WHAT TO PRODUCE: Print the data exactly. Pictures stay out.

SUPPLIED DATA:
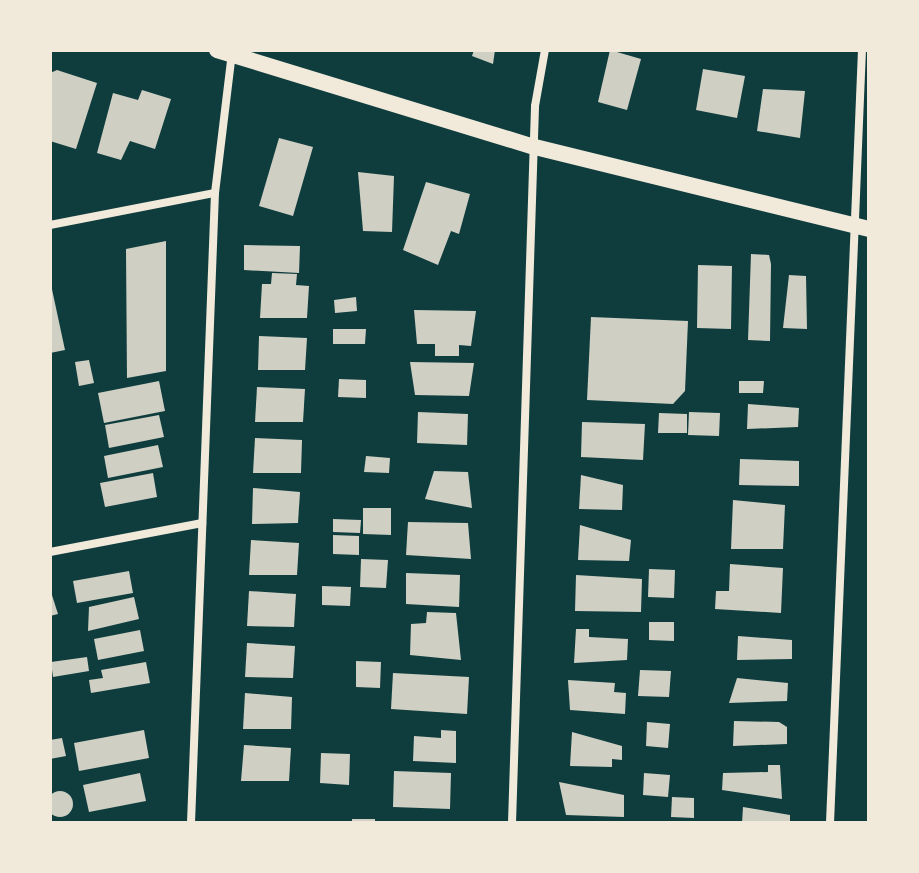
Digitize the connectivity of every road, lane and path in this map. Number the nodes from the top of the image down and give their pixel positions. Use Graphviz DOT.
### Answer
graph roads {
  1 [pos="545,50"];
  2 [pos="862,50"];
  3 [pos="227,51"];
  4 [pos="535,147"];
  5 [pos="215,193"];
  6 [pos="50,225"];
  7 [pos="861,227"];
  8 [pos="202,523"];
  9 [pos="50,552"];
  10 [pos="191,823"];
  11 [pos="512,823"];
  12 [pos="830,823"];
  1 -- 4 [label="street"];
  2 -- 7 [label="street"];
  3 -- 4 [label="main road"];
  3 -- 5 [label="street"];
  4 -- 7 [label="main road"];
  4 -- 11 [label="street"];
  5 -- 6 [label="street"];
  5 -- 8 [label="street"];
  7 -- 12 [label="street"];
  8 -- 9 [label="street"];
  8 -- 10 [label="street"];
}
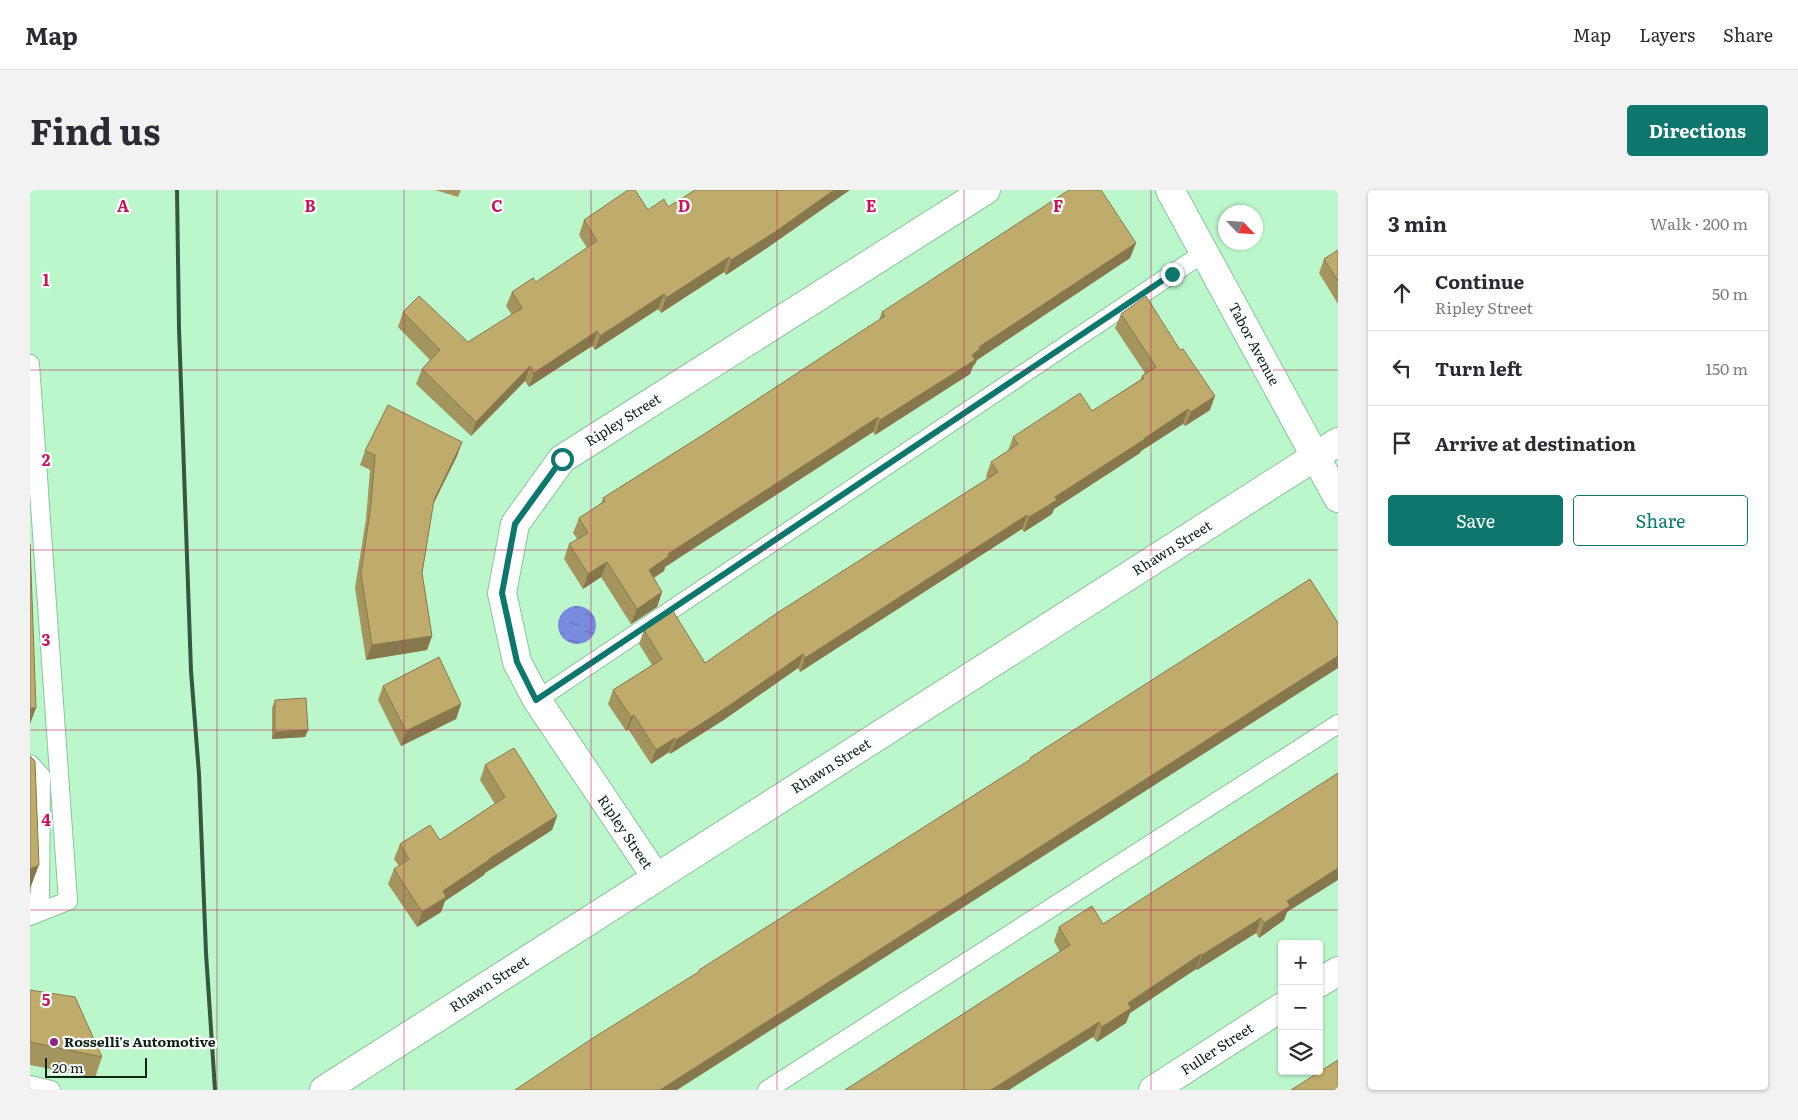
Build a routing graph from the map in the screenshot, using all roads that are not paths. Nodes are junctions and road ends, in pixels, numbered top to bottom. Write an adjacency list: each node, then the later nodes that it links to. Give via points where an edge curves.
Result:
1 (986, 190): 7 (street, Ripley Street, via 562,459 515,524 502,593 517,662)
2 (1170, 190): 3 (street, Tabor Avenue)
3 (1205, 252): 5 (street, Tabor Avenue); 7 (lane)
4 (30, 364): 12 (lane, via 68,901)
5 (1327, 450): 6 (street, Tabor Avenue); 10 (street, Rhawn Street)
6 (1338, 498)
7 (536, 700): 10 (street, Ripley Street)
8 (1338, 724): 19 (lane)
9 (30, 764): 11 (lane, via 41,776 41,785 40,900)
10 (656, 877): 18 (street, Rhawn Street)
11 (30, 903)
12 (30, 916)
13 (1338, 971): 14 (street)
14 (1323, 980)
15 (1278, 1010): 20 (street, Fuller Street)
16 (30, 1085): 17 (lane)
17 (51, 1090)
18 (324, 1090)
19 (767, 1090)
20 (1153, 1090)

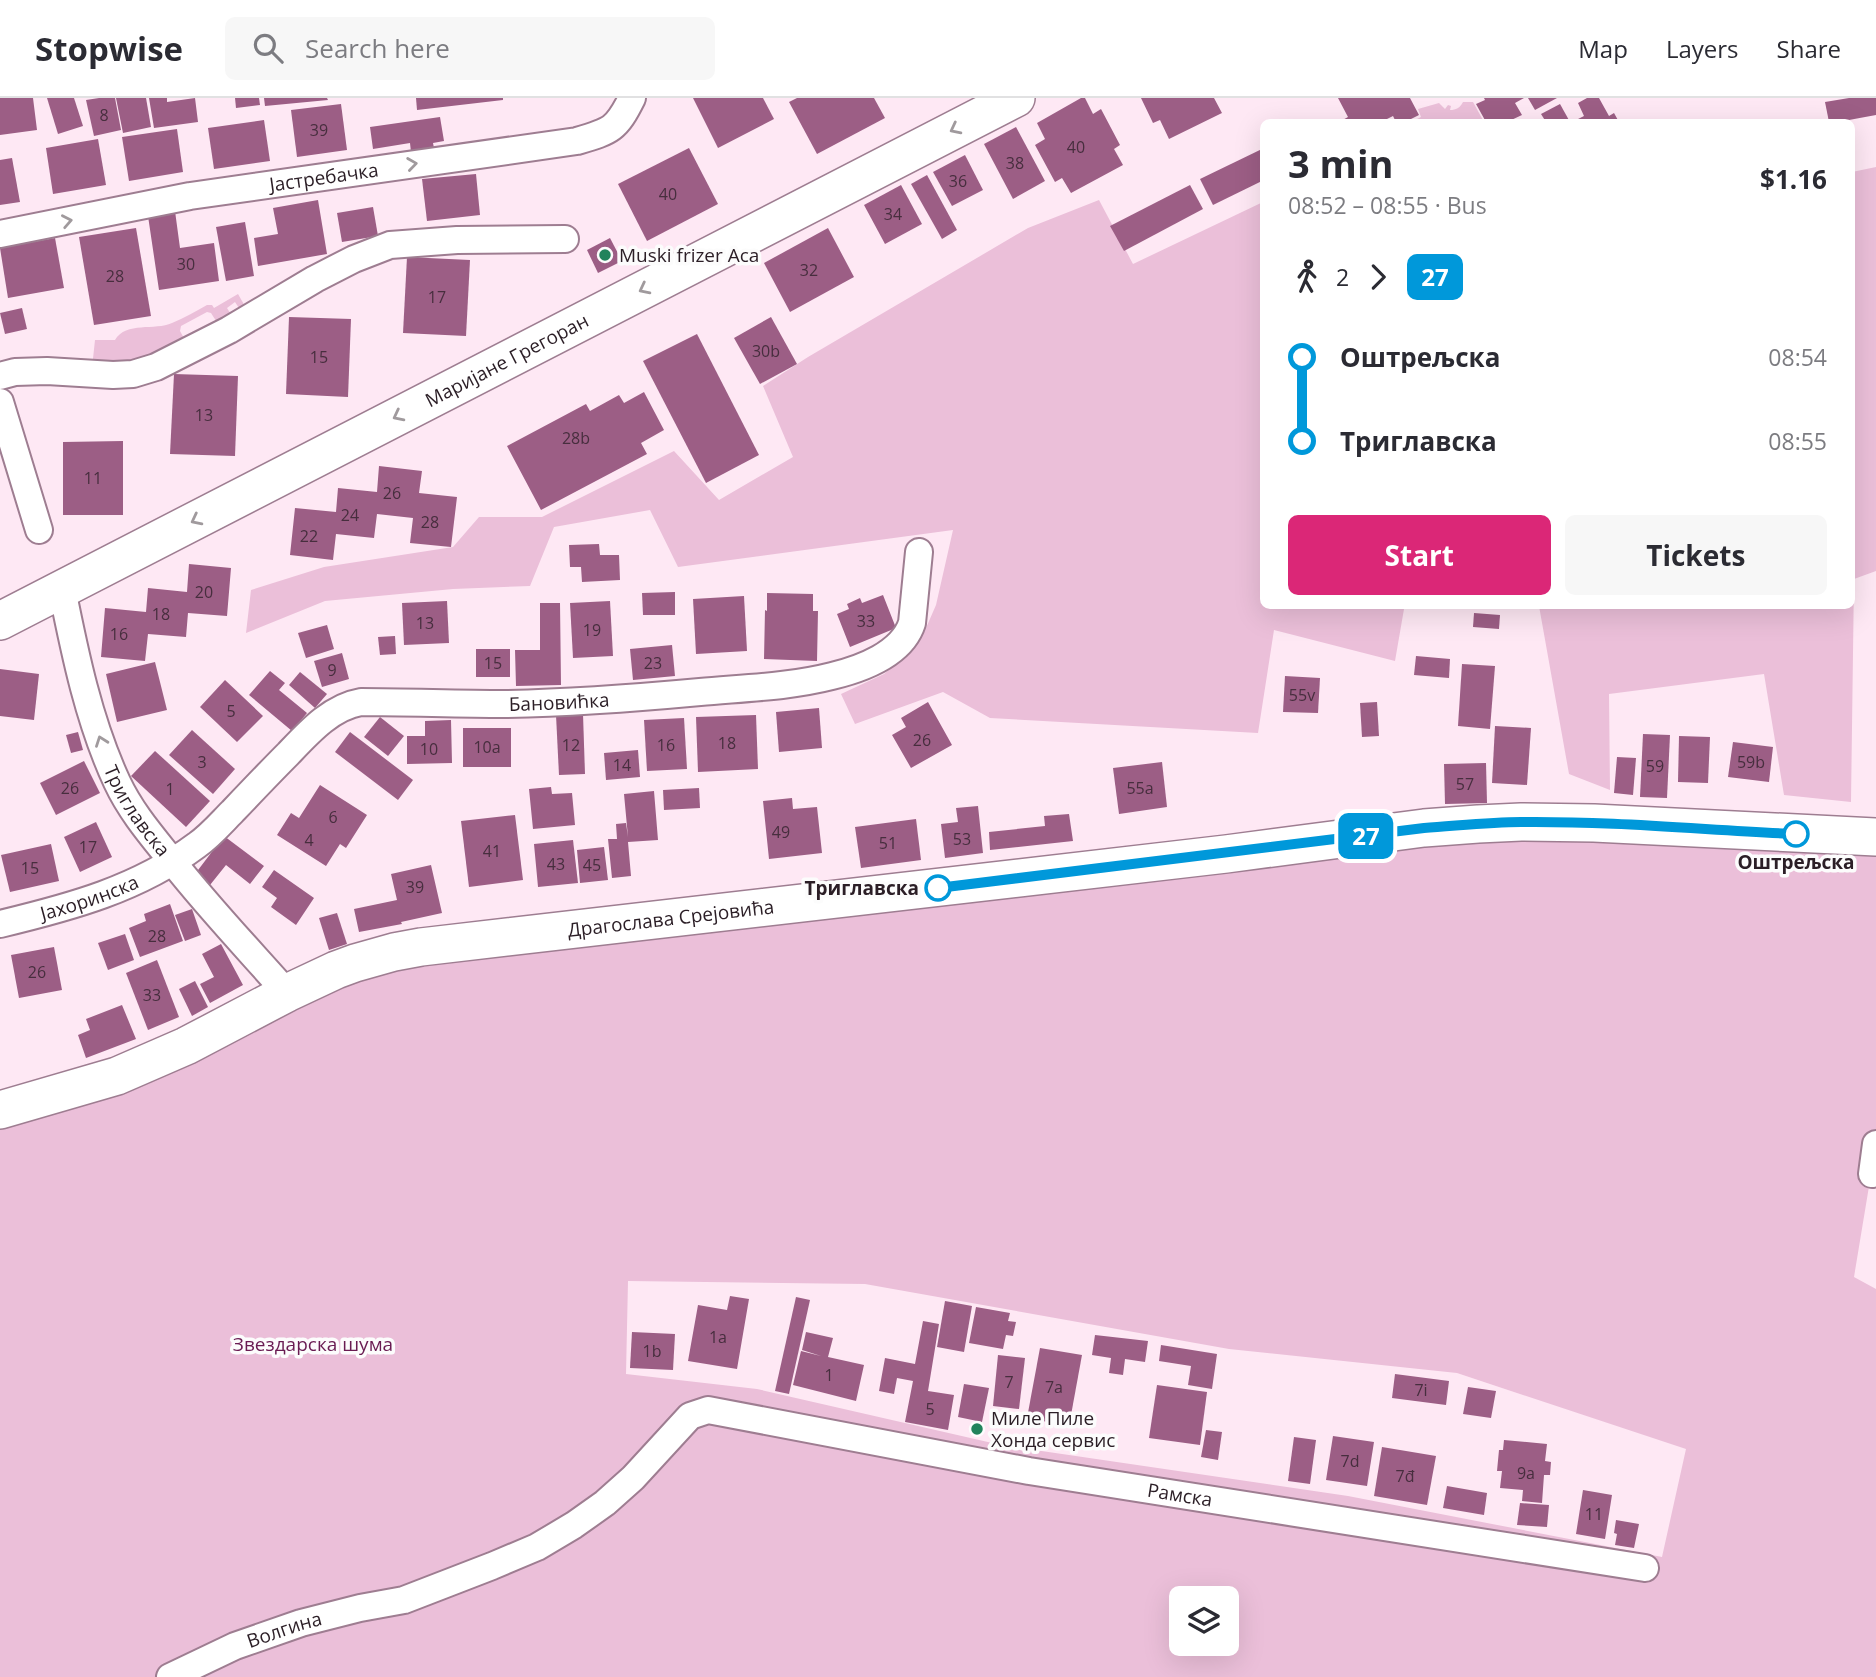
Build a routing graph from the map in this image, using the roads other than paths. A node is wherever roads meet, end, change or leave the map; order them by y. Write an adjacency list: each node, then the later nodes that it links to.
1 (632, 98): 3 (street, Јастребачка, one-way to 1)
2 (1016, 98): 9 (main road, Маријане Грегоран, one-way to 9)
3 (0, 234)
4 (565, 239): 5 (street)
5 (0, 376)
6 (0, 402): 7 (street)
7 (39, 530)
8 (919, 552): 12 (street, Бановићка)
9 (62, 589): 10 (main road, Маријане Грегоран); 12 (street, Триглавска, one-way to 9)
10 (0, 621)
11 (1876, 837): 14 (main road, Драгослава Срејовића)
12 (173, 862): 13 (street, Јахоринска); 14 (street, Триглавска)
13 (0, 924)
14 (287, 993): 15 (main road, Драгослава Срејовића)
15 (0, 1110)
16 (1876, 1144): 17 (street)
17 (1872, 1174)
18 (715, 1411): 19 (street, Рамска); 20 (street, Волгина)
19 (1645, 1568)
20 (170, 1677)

ANSWER BELOW:
Digitize the connectivity of every road, lane and path in this map. Number the nodes from the top of the image down and give their pixel positions. Use Graphviz DOT.
### Answer
graph roads {
  1 [pos="545,50"];
  2 [pos="862,50"];
  3 [pos="227,51"];
  4 [pos="535,147"];
  5 [pos="215,193"];
  6 [pos="50,225"];
  7 [pos="861,227"];
  8 [pos="202,523"];
  9 [pos="50,552"];
  10 [pos="191,823"];
  11 [pos="512,823"];
  12 [pos="830,823"];
  1 -- 4 [label="street"];
  2 -- 7 [label="street"];
  3 -- 4 [label="main road"];
  3 -- 5 [label="street"];
  4 -- 7 [label="main road"];
  4 -- 11 [label="street"];
  5 -- 6 [label="street"];
  5 -- 8 [label="street"];
  7 -- 12 [label="street"];
  8 -- 9 [label="street"];
  8 -- 10 [label="street"];
}
Build a routing graph from the map in the screenshot, using all roads that are not paths. Nodes are junctions and road ends, in pixels, numbered top to bottom. Write an adjacency list: each node, then the later nodes that it links to. Give via points where an edge curves.
Result:
1 (986, 190): 7 (street, Ripley Street, via 562,459 515,524 502,593 517,662)
2 (1170, 190): 3 (street, Tabor Avenue)
3 (1205, 252): 5 (street, Tabor Avenue); 7 (lane)
4 (30, 364): 12 (lane, via 68,901)
5 (1327, 450): 6 (street, Tabor Avenue); 10 (street, Rhawn Street)
6 (1338, 498)
7 (536, 700): 10 (street, Ripley Street)
8 (1338, 724): 19 (lane)
9 (30, 764): 11 (lane, via 41,776 41,785 40,900)
10 (656, 877): 18 (street, Rhawn Street)
11 (30, 903)
12 (30, 916)
13 (1338, 971): 14 (street)
14 (1323, 980)
15 (1278, 1010): 20 (street, Fuller Street)
16 (30, 1085): 17 (lane)
17 (51, 1090)
18 (324, 1090)
19 (767, 1090)
20 (1153, 1090)

Build a routing graph from the map in this image, using the roads other than paths. A node is wherever roads meet, end, change or leave the map; order them by y. Write an adjacency list: each node, then the later nodes that it links to.
1 (632, 98): 3 (street, Јастребачка, one-way to 1)
2 (1016, 98): 9 (main road, Маријане Грегоран, one-way to 9)
3 (0, 234)
4 (565, 239): 5 (street)
5 (0, 376)
6 (0, 402): 7 (street)
7 (39, 530)
8 (919, 552): 12 (street, Бановићка)
9 (62, 589): 10 (main road, Маријане Грегоран); 12 (street, Триглавска, one-way to 9)
10 (0, 621)
11 (1876, 837): 14 (main road, Драгослава Срејовића)
12 (173, 862): 13 (street, Јахоринска); 14 (street, Триглавска)
13 (0, 924)
14 (287, 993): 15 (main road, Драгослава Срејовића)
15 (0, 1110)
16 (1876, 1144): 17 (street)
17 (1872, 1174)
18 (715, 1411): 19 (street, Рамска); 20 (street, Волгина)
19 (1645, 1568)
20 (170, 1677)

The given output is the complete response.